-- Data excerpts follows --

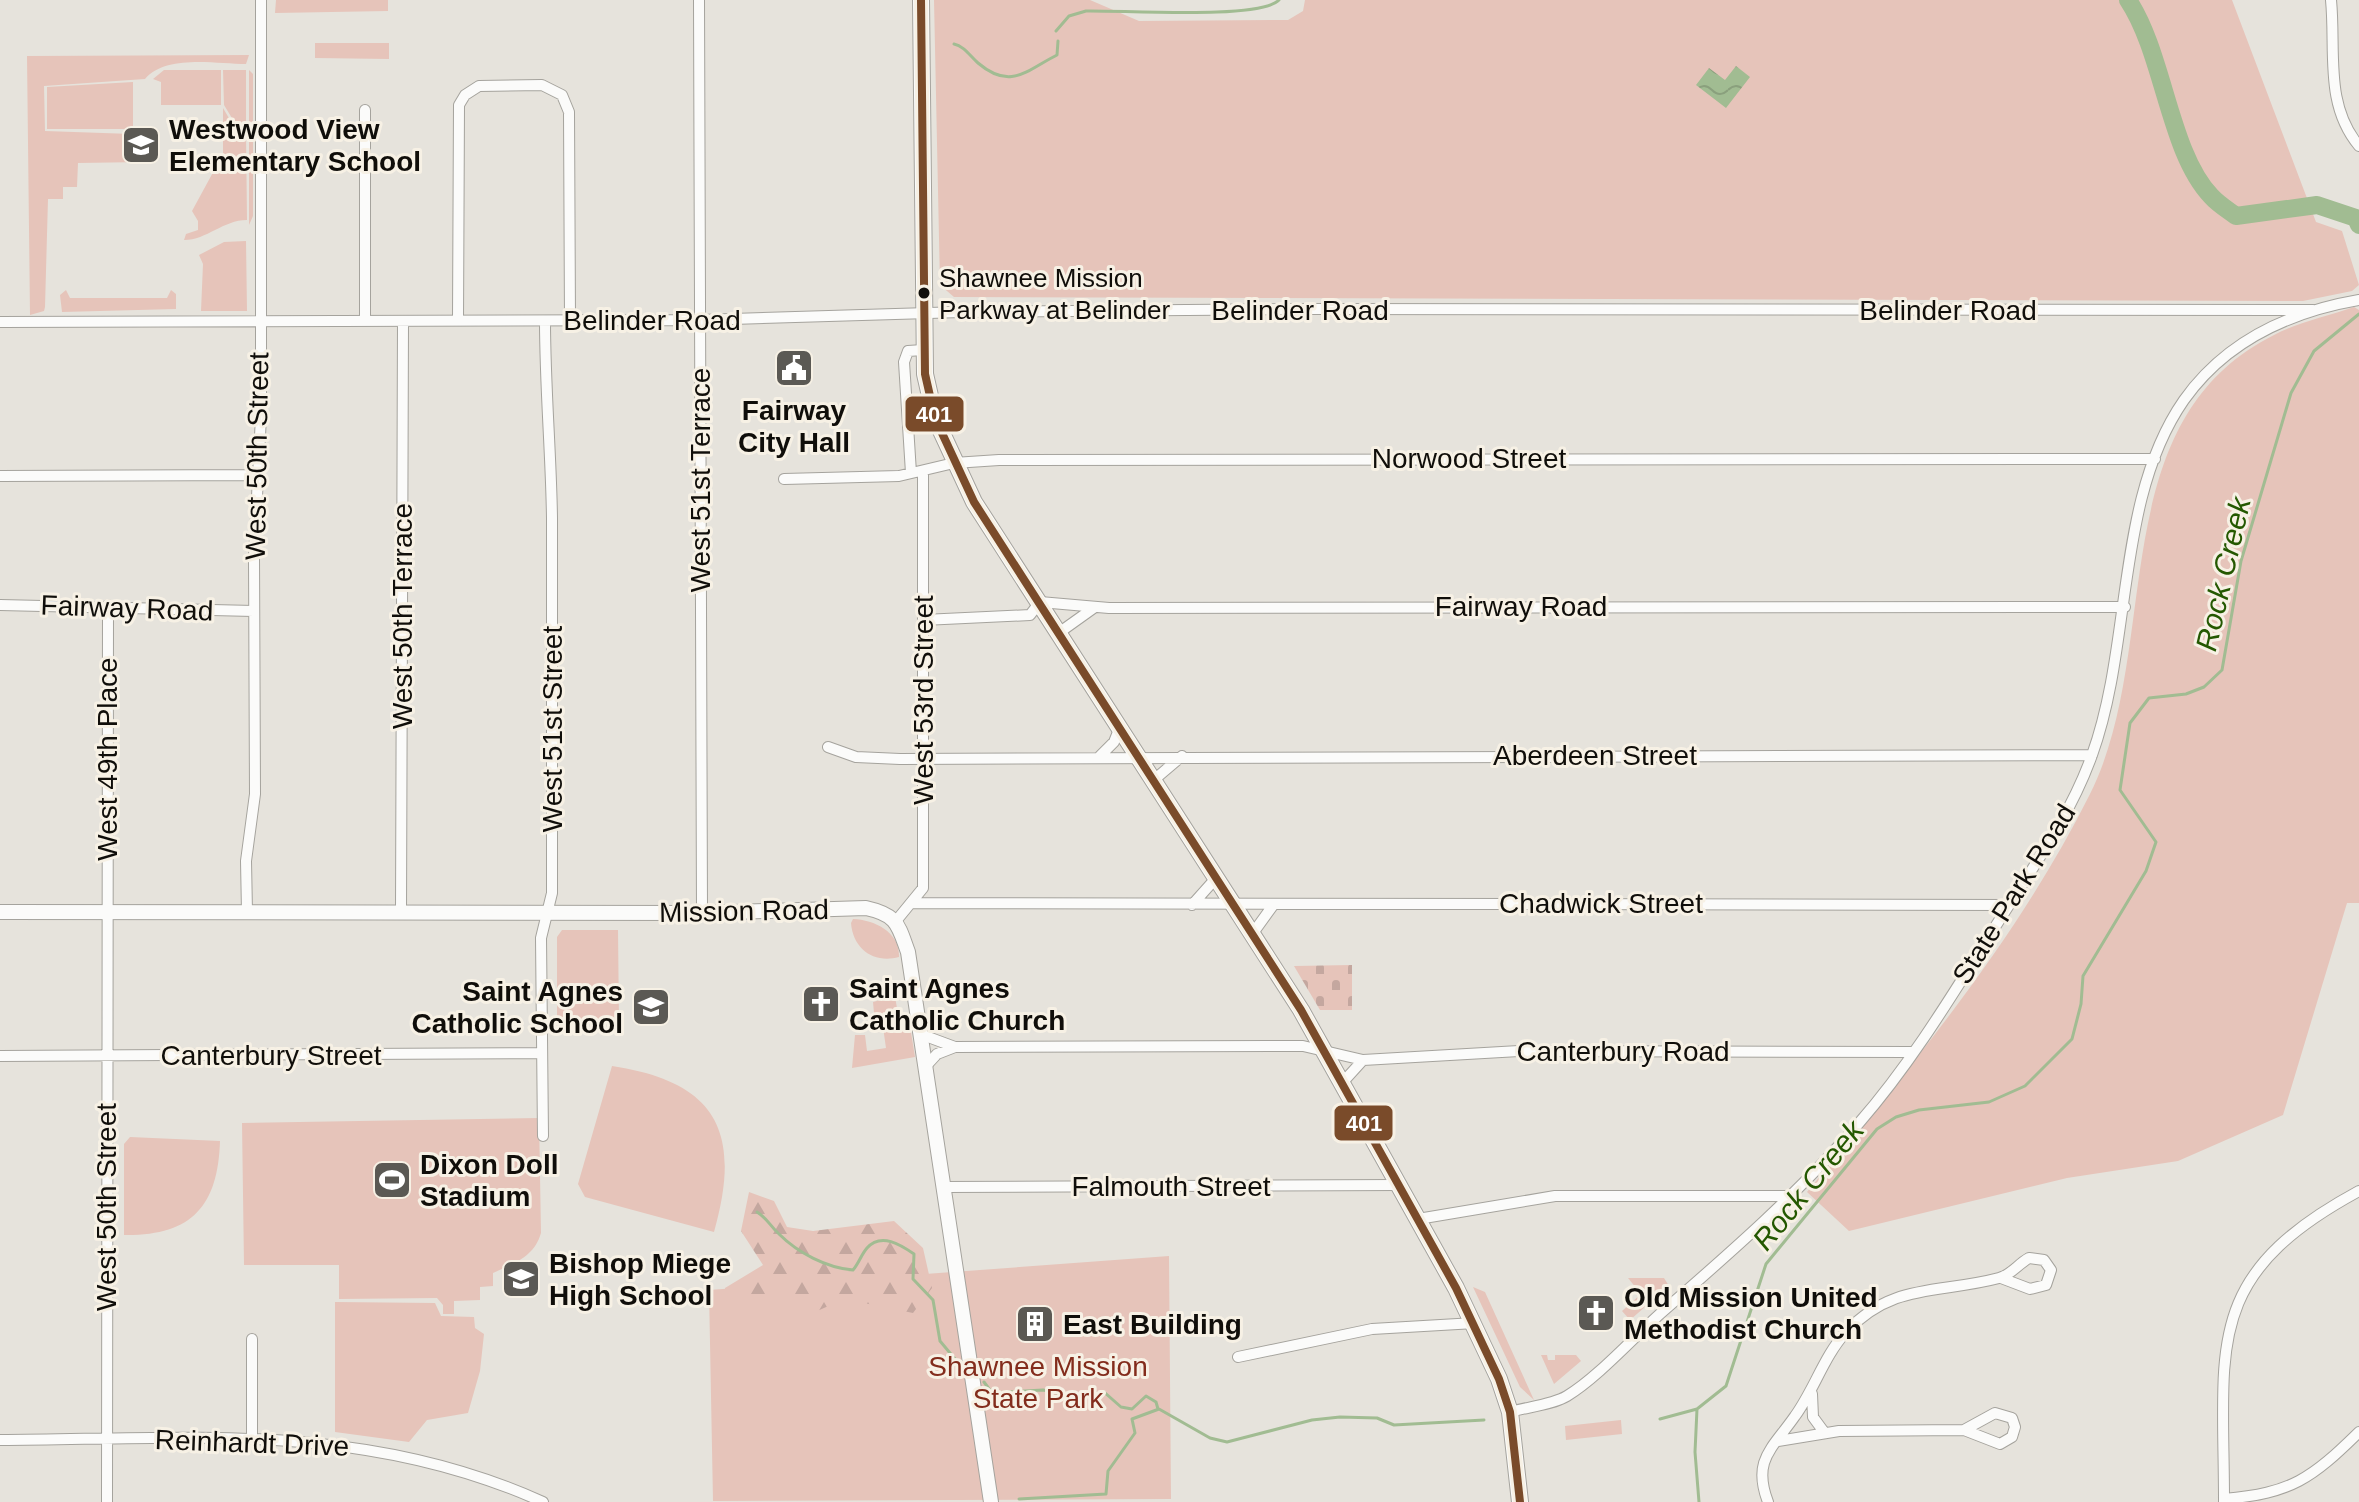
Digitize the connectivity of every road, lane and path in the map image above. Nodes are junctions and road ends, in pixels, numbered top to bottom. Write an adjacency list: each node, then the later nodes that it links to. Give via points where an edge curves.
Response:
1 (261, 0): 13 (street, West 50th Street)
2 (699, 0): 12 (street, West 51st Terrace)
3 (921, 0): 9 (highway)
4 (2331, 0): 6 (street, via 2335,98)
5 (365, 110): 14 (street)
6 (2359, 146)
7 (2356, 300): 8 (street, State Park Road)
8 (2313, 310): 9 (street, Belinder Road, via 1307,309); 19 (street, State Park Road, via 2273,323 2217,363 2184,401)
9 (922, 315): 12 (street, Belinder Road); 18 (highway)
10 (458, 320): 11 (street, via 459,105 479,86 516,85 552,87 569,112); 15 (street, Belinder Road); 16 (street, Belinder Road)
11 (570, 320): 12 (street, Belinder Road); 16 (street, Belinder Road)
12 (700, 320): 53 (street, West 51st Terrace)
13 (260, 321): 14 (street, Belinder Road); 17 (street, Belinder Road); 23 (street, West 50th Street)
14 (365, 321): 15 (street, Belinder Road)
15 (403, 321): 52 (street, West 50th Terrace)
16 (545, 321): 48 (street, West 51st Street, via 552,518 552,893)
17 (0, 322)
18 (923, 350): 20 (highway, via 935,418); 22 (street, via 908,351 904,362)
19 (2155, 459): 20 (street, Norwood Street); 30 (street, State Park Road, via 2136,520)
20 (954, 463): 21 (street, Norwood Street); 26 (highway)
21 (923, 471): 22 (street, Norwood Street); 32 (street, West 53rd Street)
22 (911, 473): 25 (street, Norwood Street)
23 (259, 475): 24 (street); 31 (street, West 50th Street)
24 (0, 476)
25 (784, 479)
26 (1040, 602): 29 (street, Fairway Road); 32 (street, Fairway Road, via 1030,615); 33 (highway)
27 (0, 605): 28 (street, Fairway Road)
28 (108, 605): 31 (street, Fairway Road); 50 (street, West 49th Place)
29 (1095, 607): 30 (street, Fairway Road); 33 (street)
30 (2125, 607): 36 (street, State Park Road, via 2114,683)
31 (254, 611): 51 (street, West 50th Street, via 255,794 246,861)
32 (923, 620): 40 (street, West 53rd Street)
33 (1060, 632): 34 (highway)
34 (1120, 726): 37 (street, via 1113,744); 38 (highway)
35 (828, 747): 40 (street, Aberdeen Street, via 869,759)
36 (2092, 755): 39 (street, Aberdeen Street); 47 (street, State Park Road, via 2061,823)
37 (1099, 756): 38 (street, Aberdeen Street); 40 (street, Aberdeen Street)
38 (1140, 756): 39 (street, Aberdeen Street); 41 (highway)
39 (1182, 756): 41 (street)
40 (923, 758): 43 (street, West 53rd Street, via 923,888)
41 (1155, 779): 42 (highway)
42 (1217, 876): 44 (highway); 46 (street)
43 (913, 903): 46 (street, Chadwick Street); 54 (street, West 53rd Street)
44 (1235, 904): 45 (street, Chadwick Street); 46 (street, Chadwick Street); 55 (highway)
45 (1274, 904): 47 (street, Chadwick Street); 55 (street)
46 (1192, 905)
47 (2009, 905): 59 (street, State Park Road)
48 (546, 911): 52 (main road, Mission Road); 53 (main road, Mission Road); 60 (street, West 51st Street, via 541,938)
49 (0, 912): 50 (main road, Mission Road)
50 (106, 912): 51 (main road, Mission Road); 62 (street, West 50th Street)
51 (247, 912): 52 (main road, Mission Road)
52 (401, 912)
53 (702, 913): 54 (main road, Mission Road, via 866,908)
54 (896, 921): 56 (main road, via 908,952)
55 (1253, 933): 58 (highway)
56 (920, 1034): 57 (street); 64 (main road)
57 (955, 1047): 58 (street); 64 (street, via 937,1054)
58 (1323, 1048): 63 (street); 65 (highway)
59 (1913, 1052): 63 (street, Canterbury Road, via 1519,1051); 70 (street, State Park Road, via 1861,1121)
60 (542, 1053): 62 (street, Canterbury Street); 66 (street, West 51st Street)
61 (0, 1056): 62 (street, Canterbury Street)
62 (106, 1056): 83 (street, West 50th Street)
63 (1363, 1060): 65 (street)
64 (925, 1067): 68 (main road)
65 (1343, 1082): 67 (highway)
66 (543, 1136)
67 (1399, 1185): 68 (street, Falmouth Street); 71 (highway)
68 (943, 1187): 88 (main road)
69 (2359, 1191): 85 (street, via 2265,1259 2234,1309 2224,1346)
70 (1789, 1196): 71 (street, via 1555,1196); 77 (street, State Park Road, via 1565,1397)
71 (1418, 1219): 73 (highway)
72 (2001, 1278): 72 (street, via 2029,1258 2044,1260 2051,1270 2046,1285 2036,1289); 76 (street, via 1919,1290 1878,1306 1839,1341)
73 (1475, 1323): 75 (street, via 1372,1329); 77 (highway)
74 (252, 1339): 81 (street)
75 (1238, 1357)
76 (1812, 1393): 79 (street, via 1813,1417); 84 (street)
77 (1510, 1412): 89 (highway)
78 (1964, 1430): 78 (street, via 2000,1413 2012,1418 2015,1427 2009,1441 2000,1444); 79 (street)
79 (1824, 1432): 84 (street)
80 (2359, 1432): 85 (street, via 2319,1470 2284,1490)
81 (252, 1439): 83 (street, Reinhardt Drive); 87 (street, Reinhardt Drive, via 337,1443 405,1455)
82 (0, 1440): 83 (street, Reinhardt Drive)
83 (107, 1440): 86 (street, West 50th Street)
84 (1778, 1441): 90 (street, via 1761,1465)
85 (2224, 1500)
86 (107, 1502)
87 (543, 1502)
88 (991, 1502)
89 (1520, 1502)
90 (1768, 1502)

-- Data excerpts concluded --

▶ **Exercise directions**:
The required answer is each line of the entries containing the string "Terrace".

▶ **Answer section**:
2 (699, 0): 12 (street, West 51st Terrace)
12 (700, 320): 53 (street, West 51st Terrace)
15 (403, 321): 52 (street, West 50th Terrace)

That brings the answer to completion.